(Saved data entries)
================

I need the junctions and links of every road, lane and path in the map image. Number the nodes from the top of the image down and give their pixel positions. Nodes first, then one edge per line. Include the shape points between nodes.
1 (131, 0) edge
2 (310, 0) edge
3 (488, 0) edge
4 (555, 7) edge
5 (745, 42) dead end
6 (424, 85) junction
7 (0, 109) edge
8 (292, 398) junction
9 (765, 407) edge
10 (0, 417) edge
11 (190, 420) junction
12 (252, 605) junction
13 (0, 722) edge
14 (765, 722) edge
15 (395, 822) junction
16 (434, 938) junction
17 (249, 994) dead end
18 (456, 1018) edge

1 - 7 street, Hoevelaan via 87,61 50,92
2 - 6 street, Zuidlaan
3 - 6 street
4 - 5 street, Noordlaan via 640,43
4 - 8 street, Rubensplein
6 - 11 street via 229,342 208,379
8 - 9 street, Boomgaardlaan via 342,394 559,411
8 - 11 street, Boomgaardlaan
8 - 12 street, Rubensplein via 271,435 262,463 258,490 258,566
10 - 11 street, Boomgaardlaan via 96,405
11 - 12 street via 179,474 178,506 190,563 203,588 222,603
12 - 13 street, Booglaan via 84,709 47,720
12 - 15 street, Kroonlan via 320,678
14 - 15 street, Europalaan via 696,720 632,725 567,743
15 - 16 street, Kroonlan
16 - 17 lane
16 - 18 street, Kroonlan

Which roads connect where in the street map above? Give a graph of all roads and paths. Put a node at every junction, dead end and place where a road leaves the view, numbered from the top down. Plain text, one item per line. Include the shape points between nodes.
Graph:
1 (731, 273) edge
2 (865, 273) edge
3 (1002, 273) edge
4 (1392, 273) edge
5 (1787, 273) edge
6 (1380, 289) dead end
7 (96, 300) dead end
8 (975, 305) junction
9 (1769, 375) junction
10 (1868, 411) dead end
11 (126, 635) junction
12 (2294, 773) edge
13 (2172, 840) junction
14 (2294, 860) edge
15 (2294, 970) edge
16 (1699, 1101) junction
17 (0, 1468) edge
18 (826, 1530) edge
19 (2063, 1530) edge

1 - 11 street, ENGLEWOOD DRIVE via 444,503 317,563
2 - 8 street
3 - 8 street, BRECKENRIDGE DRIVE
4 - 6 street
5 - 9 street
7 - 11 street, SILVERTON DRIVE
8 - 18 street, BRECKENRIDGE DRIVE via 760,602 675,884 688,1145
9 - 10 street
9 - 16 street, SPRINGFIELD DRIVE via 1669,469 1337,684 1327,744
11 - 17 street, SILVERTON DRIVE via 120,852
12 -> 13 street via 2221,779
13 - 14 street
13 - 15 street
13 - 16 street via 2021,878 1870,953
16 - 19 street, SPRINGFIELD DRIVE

================

• EXERCISE DESCRIPTION: Every record is to be retyped exactly as given.

• WORKED SOLUTION:
I need the junctions and links of every road, lane and path in the map image. Number the nodes from the top of the image down and give their pixel positions. Nodes first, then one edge per line. Include the shape points between nodes.
1 (131, 0) edge
2 (310, 0) edge
3 (488, 0) edge
4 (555, 7) edge
5 (745, 42) dead end
6 (424, 85) junction
7 (0, 109) edge
8 (292, 398) junction
9 (765, 407) edge
10 (0, 417) edge
11 (190, 420) junction
12 (252, 605) junction
13 (0, 722) edge
14 (765, 722) edge
15 (395, 822) junction
16 (434, 938) junction
17 (249, 994) dead end
18 (456, 1018) edge

1 - 7 street, Hoevelaan via 87,61 50,92
2 - 6 street, Zuidlaan
3 - 6 street
4 - 5 street, Noordlaan via 640,43
4 - 8 street, Rubensplein
6 - 11 street via 229,342 208,379
8 - 9 street, Boomgaardlaan via 342,394 559,411
8 - 11 street, Boomgaardlaan
8 - 12 street, Rubensplein via 271,435 262,463 258,490 258,566
10 - 11 street, Boomgaardlaan via 96,405
11 - 12 street via 179,474 178,506 190,563 203,588 222,603
12 - 13 street, Booglaan via 84,709 47,720
12 - 15 street, Kroonlan via 320,678
14 - 15 street, Europalaan via 696,720 632,725 567,743
15 - 16 street, Kroonlan
16 - 17 lane
16 - 18 street, Kroonlan

Which roads connect where in the street map above? Give a graph of all roads and paths. Put a node at every junction, dead end and place where a road leaves the view, numbered from the top down. Plain text, one item per line. Include the shape points between nodes.
Graph:
1 (731, 273) edge
2 (865, 273) edge
3 (1002, 273) edge
4 (1392, 273) edge
5 (1787, 273) edge
6 (1380, 289) dead end
7 (96, 300) dead end
8 (975, 305) junction
9 (1769, 375) junction
10 (1868, 411) dead end
11 (126, 635) junction
12 (2294, 773) edge
13 (2172, 840) junction
14 (2294, 860) edge
15 (2294, 970) edge
16 (1699, 1101) junction
17 (0, 1468) edge
18 (826, 1530) edge
19 (2063, 1530) edge

1 - 11 street, ENGLEWOOD DRIVE via 444,503 317,563
2 - 8 street
3 - 8 street, BRECKENRIDGE DRIVE
4 - 6 street
5 - 9 street
7 - 11 street, SILVERTON DRIVE
8 - 18 street, BRECKENRIDGE DRIVE via 760,602 675,884 688,1145
9 - 10 street
9 - 16 street, SPRINGFIELD DRIVE via 1669,469 1337,684 1327,744
11 - 17 street, SILVERTON DRIVE via 120,852
12 -> 13 street via 2221,779
13 - 14 street
13 - 15 street
13 - 16 street via 2021,878 1870,953
16 - 19 street, SPRINGFIELD DRIVE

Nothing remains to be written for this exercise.